■ **Records for this task**:
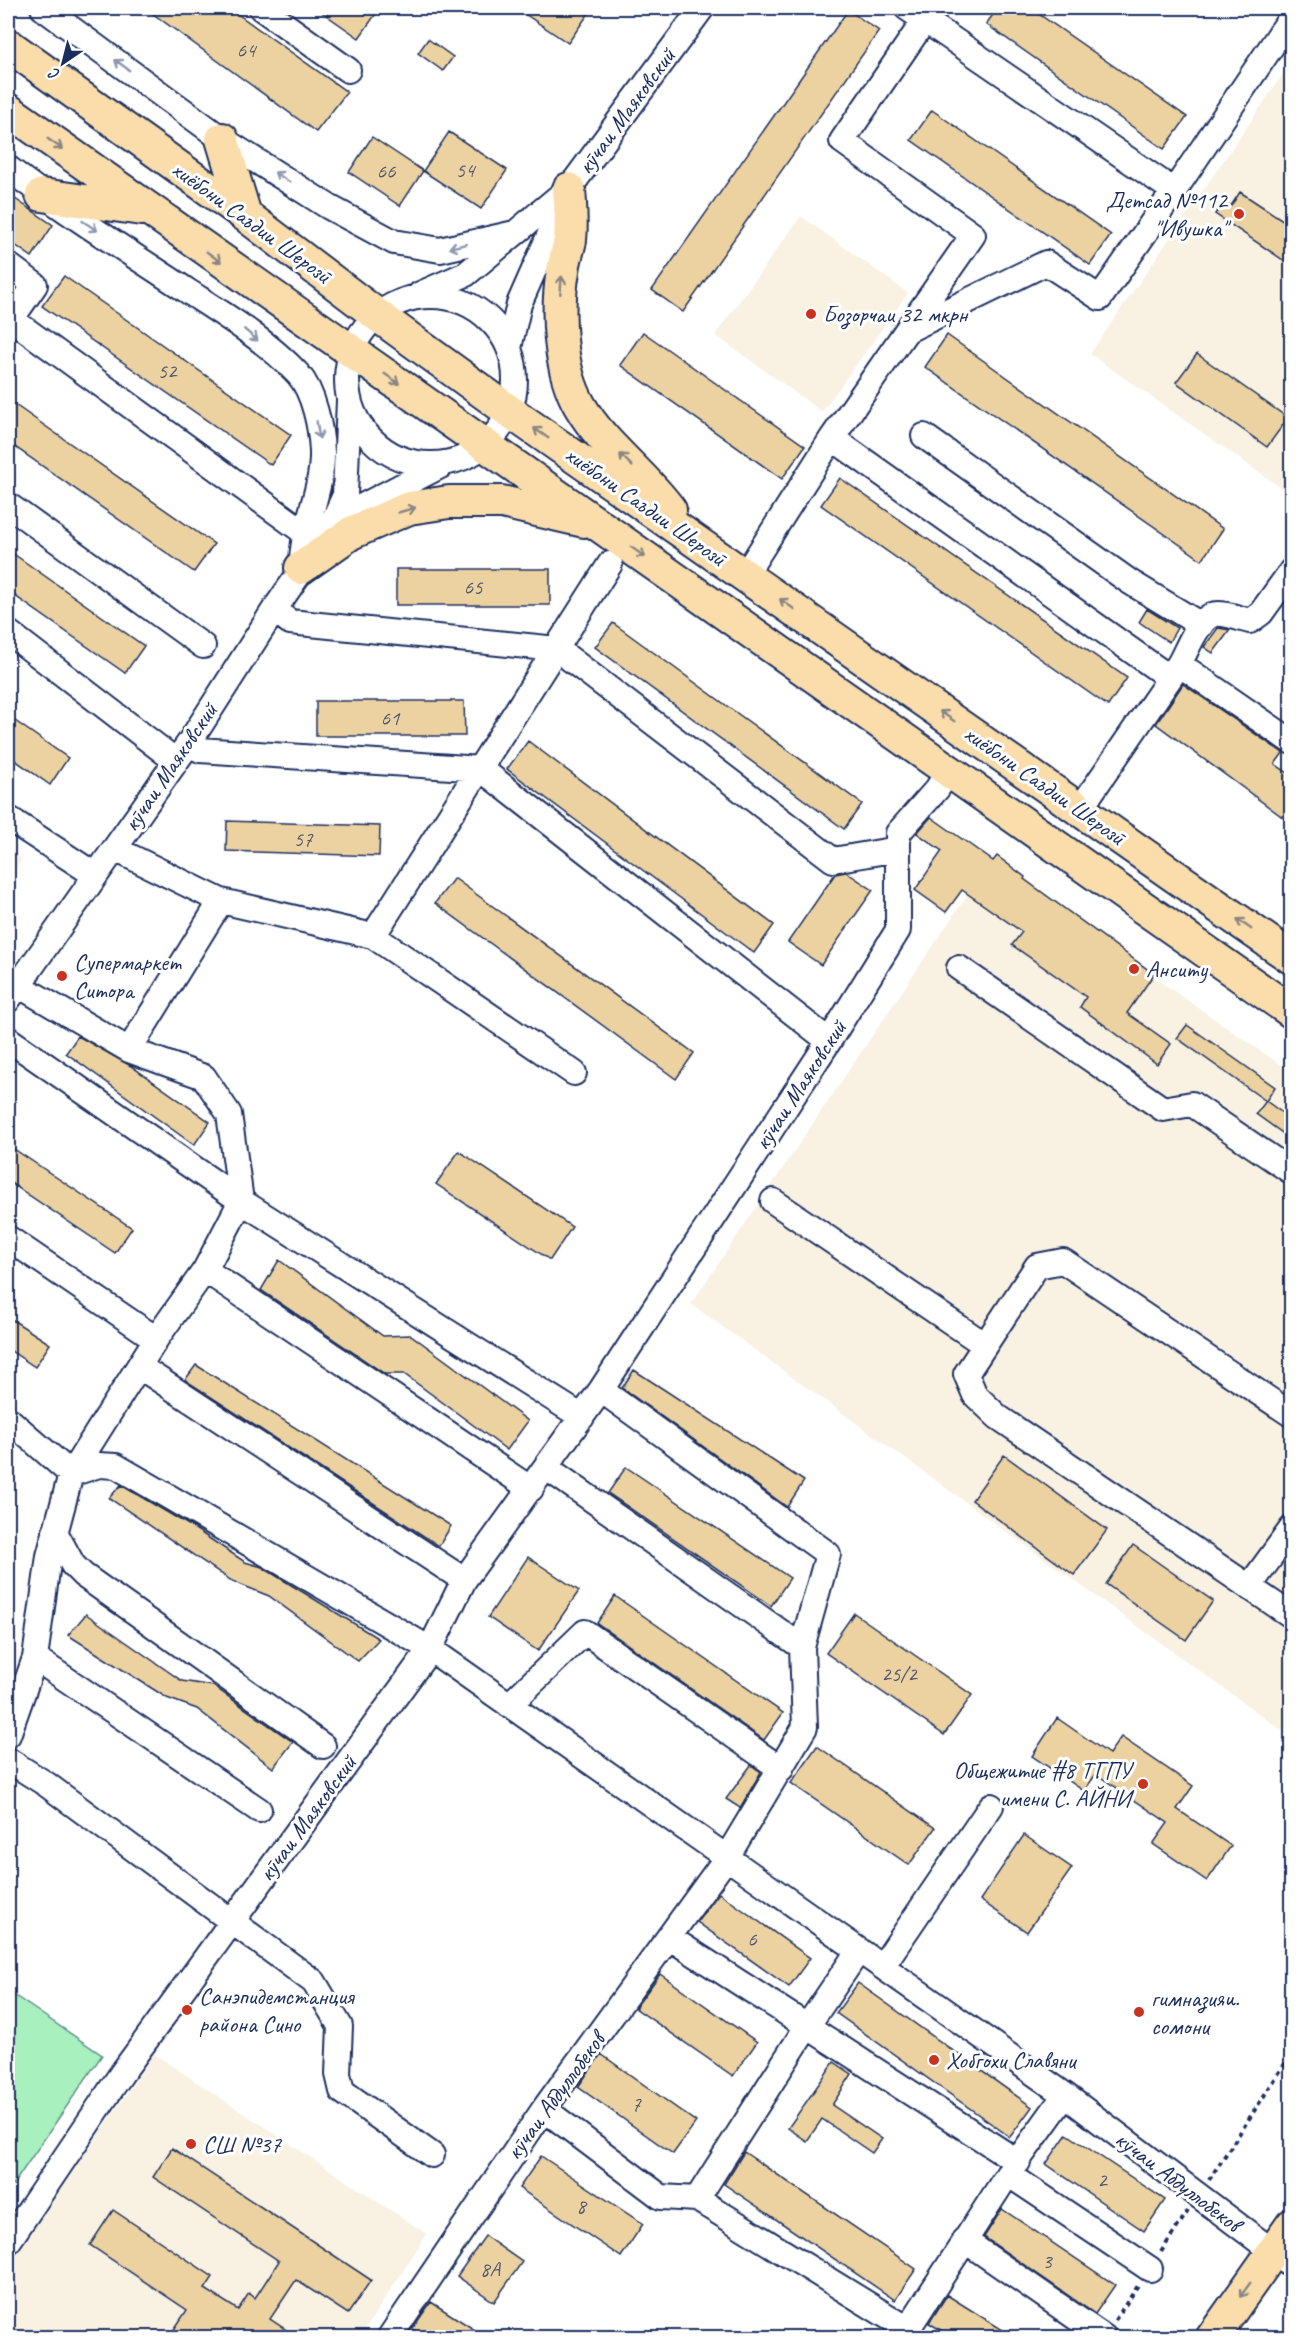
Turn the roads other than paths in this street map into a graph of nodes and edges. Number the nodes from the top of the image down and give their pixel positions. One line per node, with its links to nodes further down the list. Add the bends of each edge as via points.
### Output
1 (43, 8): 9 (street, one-way to 1)
2 (261, 8): 7 (street)
3 (702, 8): 11 (street, кӯчаи Маяковский)
4 (922, 12): 12 (street); 21 (street, via 842,141 973,235)
5 (1292, 16): 12 (street)
6 (8, 45): 15 (main road, хиёбони Саъдии Шерозӣ)
7 (348, 69)
8 (8, 110): 14 (main road, хиёбони Саъдии Шерозӣ, one-way to 14)
9 (222, 139): 15 (main road); 16 (street, one-way to 9, via 440,250 394,242 328,207)
10 (8, 168): 13 (street)
11 (570, 188): 16 (street, кӯчаи Маяковский); 22 (street, кӯчаи Маяковский, via 519,304); 33 (main road, one-way to 11, via 654,489 600,434 579,404 564,360 559,319 562,272 570,238)
12 (1174, 191): 21 (street, via 1100,298 1046,263)
13 (42, 195): 14 (main road); 32 (street, one-way to 32, via 242,327 299,375 315,409 322,452 315,504)
14 (147, 209): 23 (main road, хиёбони Саъдии Шерозӣ, one-way to 23)
15 (245, 215): 19 (main road, хиёбони Саъдии Шерозӣ)
16 (515, 233): 18 (street, кӯчаи Маяковский, via 466,274)
17 (8, 265): 20 (street, via 35,285)
18 (408, 299): 19 (street, кӯчаи Маяковский); 22 (street, кӯчаи Маяковский, via 432,296 456,300 478,311 496,327)
19 (377, 315): 23 (street, кӯчаи Маяковский, via 362,331); 25 (main road, хиёбони Саъдии Шерозӣ)
20 (9, 321): 32 (street)
21 (907, 331): 27 (street)
22 (509, 348): 25 (street, кӯчаи Маяковский, via 514,369)
23 (352, 351): 24 (street, кӯчаи Маяковский, via 346,375); 28 (main road, хиёбони Саъдии Шерозӣ, one-way to 28)
24 (349, 400): 29 (street, кӯчаи Маяковский, via 359,424 375,443 420,464); 32 (street, кӯчаи Маяковский, via 345,495)
25 (510, 411): 28 (street, кӯчаи Маяковский); 33 (main road, хиёбони Саъдии Шерозӣ, one-way to 25)
26 (924, 436): 39 (street, via 1130,582)
27 (832, 438): 37 (street); 43 (street)
28 (485, 445): 29 (street, кӯчаи Маяковский); 31 (main road, хиёбони Саъдии Шерозӣ)
29 (446, 463): 32 (street, кӯчаи Маяковский, via 359,508)
30 (8, 505): 41 (street)
31 (600, 525): 35 (main road, one-way to 31, via 351,533 409,508 449,502 502,502); 46 (main road, хиёбони Саъдии Шерозӣ, one-way to 46)
32 (318, 537): 35 (street, кӯчаи Маяковский)
33 (690, 537): 37 (main road, хиёбони Саъдии Шерозӣ)
34 (610, 564): 42 (street)
35 (301, 568): 38 (street, кӯчаи Маяковский)
36 (1292, 570): 39 (street, via 1261,613 1250,621 1224,614 1212,615)
37 (745, 575): 48 (main road, хиёбони Саъдии Шерозӣ, one-way to 37)
38 (274, 610): 42 (street, via 290,622); 45 (street, кӯчаи Маяковский)
39 (1201, 625): 43 (street)
40 (8, 632): 45 (street)
41 (203, 646)
42 (557, 650): 47 (street); 51 (street, via 833,860)
43 (1174, 671): 44 (street); 48 (street)
44 (1292, 742)
45 (182, 752): 47 (street, via 200,750); 50 (street, кӯчаи Маяковский)
46 (951, 768): 51 (street, кӯчаи Маяковский, via 898,833); 58 (main road, хиёбони Саъдии Шерозӣ)
47 (481, 769): 54 (street); 60 (street)
48 (1080, 809): 55 (main road, хиёбони Саъдии Шерозӣ, one-way to 48)
49 (8, 818): 52 (street)
50 (115, 849): 52 (street, кӯчаи Маяковский); 53 (street)
51 (898, 849): 60 (street, кӯчаи Маяковский, via 898,930)
52 (94, 875): 57 (street, кӯчаи Маяковский)
53 (221, 901): 54 (street); 61 (street)
54 (374, 936): 62 (street)
55 (1292, 958)
56 (959, 968): 63 (street, via 1163,1109 1192,1104)
57 (13, 993): 61 (street)
58 (1292, 1012)
59 (8, 1039): 64 (street)
60 (829, 1041): 71 (street, кӯчаи Маяковский)
61 (129, 1050): 64 (street, via 204,1077 230,1114)
62 (574, 1073)
63 (1292, 1172)
64 (241, 1201): 67 (street); 73 (street)
65 (773, 1201): 69 (street)
66 (8, 1238): 68 (street)
67 (205, 1270): 68 (street); 77 (street)
68 (156, 1339): 70 (street)
69 (985, 1345): 72 (street, via 1037,1266 1063,1261); 81 (street, via 966,1374 975,1395 990,1410)
70 (140, 1367): 76 (street); 80 (street)
71 (600, 1390): 73 (street, кӯчаи Маяковский); 83 (street, via 828,1554)
72 (1292, 1415)
73 (582, 1417): 75 (street, кӯчаи Маяковский)
74 (8, 1419): 76 (street)
75 (547, 1468): 77 (street, кӯчаи Маяковский); 83 (street)
76 (71, 1474): 79 (street); 84 (street, кӯчаи Абдуллобеков, via 99,1465 116,1466)
77 (531, 1489): 80 (street, кӯчаи Маяковский)
78 (1292, 1528): 81 (street)
79 (55, 1532): 85 (street); 88 (street, via 83,1575)
80 (464, 1580): 84 (street, кӯчаи Маяковский)
81 (1249, 1587): 82 (street)
82 (1292, 1616)
83 (802, 1647): 90 (street, via 805,1727)
84 (430, 1648): 86 (street, кӯчаи Абдуллобеков); 94 (street, кӯчаи Маяковский)
85 (35, 1658): 87 (street); 92 (street)
86 (509, 1705): 90 (street, via 585,1632); 93 (street, кӯчаи Абдуллобеков)
87 (10, 1721)
88 (323, 1746)
89 (8, 1760): 94 (street)
90 (781, 1769): 93 (street)
91 (991, 1806): 97 (street)
92 (259, 1810)
93 (727, 1857): 95 (street, кӯчаи Абдуллобеков); 96 (street, кӯчаи Абдуллобеков)
94 (233, 1922): 101 (street, via 314,1982 340,2026 338,2074 342,2091); 106 (street, кӯчаи Маяковский, via 122,2073)
95 (670, 1938): 98 (street); 100 (street, кӯчаи Абдуллобеков)
96 (859, 1950): 97 (street, кӯчаи Абдуллобеков); 98 (street)
97 (883, 1965): 99 (street, кӯчаи Абдуллобеков)
98 (806, 2028): 102 (street); 103 (street)
99 (1065, 2095): 102 (street); 107 (street, кӯчаи Абдуллобеков)
100 (544, 2109): 103 (street, via 661,2197); 110 (street, кӯчаи Абдуллобеков)
101 (432, 2155)
102 (1013, 2168): 105 (street); 108 (street)
103 (697, 2199): 109 (street)
104 (1292, 2226): 107 (main road)
105 (964, 2240): 109 (street); 111 (street)
106 (8, 2242)
107 (1282, 2259): 112 (main road, one-way to 112)
108 (1150, 2269)
109 (905, 2333)
110 (388, 2337)
111 (1104, 2337)
112 (1212, 2337)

■ **Directions for this task**: Although the records include pictures, the copy should reproduce every line exactly and none of the pictures.

■ **Your response**:
Turn the roads other than paths in this street map into a graph of nodes and edges. Number the nodes from the top of the image down and give their pixel positions. One line per node, with its links to nodes further down the list. Add the bends of each edge as via points.
### Output
1 (43, 8): 9 (street, one-way to 1)
2 (261, 8): 7 (street)
3 (702, 8): 11 (street, кӯчаи Маяковский)
4 (922, 12): 12 (street); 21 (street, via 842,141 973,235)
5 (1292, 16): 12 (street)
6 (8, 45): 15 (main road, хиёбони Саъдии Шерозӣ)
7 (348, 69)
8 (8, 110): 14 (main road, хиёбони Саъдии Шерозӣ, one-way to 14)
9 (222, 139): 15 (main road); 16 (street, one-way to 9, via 440,250 394,242 328,207)
10 (8, 168): 13 (street)
11 (570, 188): 16 (street, кӯчаи Маяковский); 22 (street, кӯчаи Маяковский, via 519,304); 33 (main road, one-way to 11, via 654,489 600,434 579,404 564,360 559,319 562,272 570,238)
12 (1174, 191): 21 (street, via 1100,298 1046,263)
13 (42, 195): 14 (main road); 32 (street, one-way to 32, via 242,327 299,375 315,409 322,452 315,504)
14 (147, 209): 23 (main road, хиёбони Саъдии Шерозӣ, one-way to 23)
15 (245, 215): 19 (main road, хиёбони Саъдии Шерозӣ)
16 (515, 233): 18 (street, кӯчаи Маяковский, via 466,274)
17 (8, 265): 20 (street, via 35,285)
18 (408, 299): 19 (street, кӯчаи Маяковский); 22 (street, кӯчаи Маяковский, via 432,296 456,300 478,311 496,327)
19 (377, 315): 23 (street, кӯчаи Маяковский, via 362,331); 25 (main road, хиёбони Саъдии Шерозӣ)
20 (9, 321): 32 (street)
21 (907, 331): 27 (street)
22 (509, 348): 25 (street, кӯчаи Маяковский, via 514,369)
23 (352, 351): 24 (street, кӯчаи Маяковский, via 346,375); 28 (main road, хиёбони Саъдии Шерозӣ, one-way to 28)
24 (349, 400): 29 (street, кӯчаи Маяковский, via 359,424 375,443 420,464); 32 (street, кӯчаи Маяковский, via 345,495)
25 (510, 411): 28 (street, кӯчаи Маяковский); 33 (main road, хиёбони Саъдии Шерозӣ, one-way to 25)
26 (924, 436): 39 (street, via 1130,582)
27 (832, 438): 37 (street); 43 (street)
28 (485, 445): 29 (street, кӯчаи Маяковский); 31 (main road, хиёбони Саъдии Шерозӣ)
29 (446, 463): 32 (street, кӯчаи Маяковский, via 359,508)
30 (8, 505): 41 (street)
31 (600, 525): 35 (main road, one-way to 31, via 351,533 409,508 449,502 502,502); 46 (main road, хиёбони Саъдии Шерозӣ, one-way to 46)
32 (318, 537): 35 (street, кӯчаи Маяковский)
33 (690, 537): 37 (main road, хиёбони Саъдии Шерозӣ)
34 (610, 564): 42 (street)
35 (301, 568): 38 (street, кӯчаи Маяковский)
36 (1292, 570): 39 (street, via 1261,613 1250,621 1224,614 1212,615)
37 (745, 575): 48 (main road, хиёбони Саъдии Шерозӣ, one-way to 37)
38 (274, 610): 42 (street, via 290,622); 45 (street, кӯчаи Маяковский)
39 (1201, 625): 43 (street)
40 (8, 632): 45 (street)
41 (203, 646)
42 (557, 650): 47 (street); 51 (street, via 833,860)
43 (1174, 671): 44 (street); 48 (street)
44 (1292, 742)
45 (182, 752): 47 (street, via 200,750); 50 (street, кӯчаи Маяковский)
46 (951, 768): 51 (street, кӯчаи Маяковский, via 898,833); 58 (main road, хиёбони Саъдии Шерозӣ)
47 (481, 769): 54 (street); 60 (street)
48 (1080, 809): 55 (main road, хиёбони Саъдии Шерозӣ, one-way to 48)
49 (8, 818): 52 (street)
50 (115, 849): 52 (street, кӯчаи Маяковский); 53 (street)
51 (898, 849): 60 (street, кӯчаи Маяковский, via 898,930)
52 (94, 875): 57 (street, кӯчаи Маяковский)
53 (221, 901): 54 (street); 61 (street)
54 (374, 936): 62 (street)
55 (1292, 958)
56 (959, 968): 63 (street, via 1163,1109 1192,1104)
57 (13, 993): 61 (street)
58 (1292, 1012)
59 (8, 1039): 64 (street)
60 (829, 1041): 71 (street, кӯчаи Маяковский)
61 (129, 1050): 64 (street, via 204,1077 230,1114)
62 (574, 1073)
63 (1292, 1172)
64 (241, 1201): 67 (street); 73 (street)
65 (773, 1201): 69 (street)
66 (8, 1238): 68 (street)
67 (205, 1270): 68 (street); 77 (street)
68 (156, 1339): 70 (street)
69 (985, 1345): 72 (street, via 1037,1266 1063,1261); 81 (street, via 966,1374 975,1395 990,1410)
70 (140, 1367): 76 (street); 80 (street)
71 (600, 1390): 73 (street, кӯчаи Маяковский); 83 (street, via 828,1554)
72 (1292, 1415)
73 (582, 1417): 75 (street, кӯчаи Маяковский)
74 (8, 1419): 76 (street)
75 (547, 1468): 77 (street, кӯчаи Маяковский); 83 (street)
76 (71, 1474): 79 (street); 84 (street, кӯчаи Абдуллобеков, via 99,1465 116,1466)
77 (531, 1489): 80 (street, кӯчаи Маяковский)
78 (1292, 1528): 81 (street)
79 (55, 1532): 85 (street); 88 (street, via 83,1575)
80 (464, 1580): 84 (street, кӯчаи Маяковский)
81 (1249, 1587): 82 (street)
82 (1292, 1616)
83 (802, 1647): 90 (street, via 805,1727)
84 (430, 1648): 86 (street, кӯчаи Абдуллобеков); 94 (street, кӯчаи Маяковский)
85 (35, 1658): 87 (street); 92 (street)
86 (509, 1705): 90 (street, via 585,1632); 93 (street, кӯчаи Абдуллобеков)
87 (10, 1721)
88 (323, 1746)
89 (8, 1760): 94 (street)
90 (781, 1769): 93 (street)
91 (991, 1806): 97 (street)
92 (259, 1810)
93 (727, 1857): 95 (street, кӯчаи Абдуллобеков); 96 (street, кӯчаи Абдуллобеков)
94 (233, 1922): 101 (street, via 314,1982 340,2026 338,2074 342,2091); 106 (street, кӯчаи Маяковский, via 122,2073)
95 (670, 1938): 98 (street); 100 (street, кӯчаи Абдуллобеков)
96 (859, 1950): 97 (street, кӯчаи Абдуллобеков); 98 (street)
97 (883, 1965): 99 (street, кӯчаи Абдуллобеков)
98 (806, 2028): 102 (street); 103 (street)
99 (1065, 2095): 102 (street); 107 (street, кӯчаи Абдуллобеков)
100 (544, 2109): 103 (street, via 661,2197); 110 (street, кӯчаи Абдуллобеков)
101 (432, 2155)
102 (1013, 2168): 105 (street); 108 (street)
103 (697, 2199): 109 (street)
104 (1292, 2226): 107 (main road)
105 (964, 2240): 109 (street); 111 (street)
106 (8, 2242)
107 (1282, 2259): 112 (main road, one-way to 112)
108 (1150, 2269)
109 (905, 2333)
110 (388, 2337)
111 (1104, 2337)
112 (1212, 2337)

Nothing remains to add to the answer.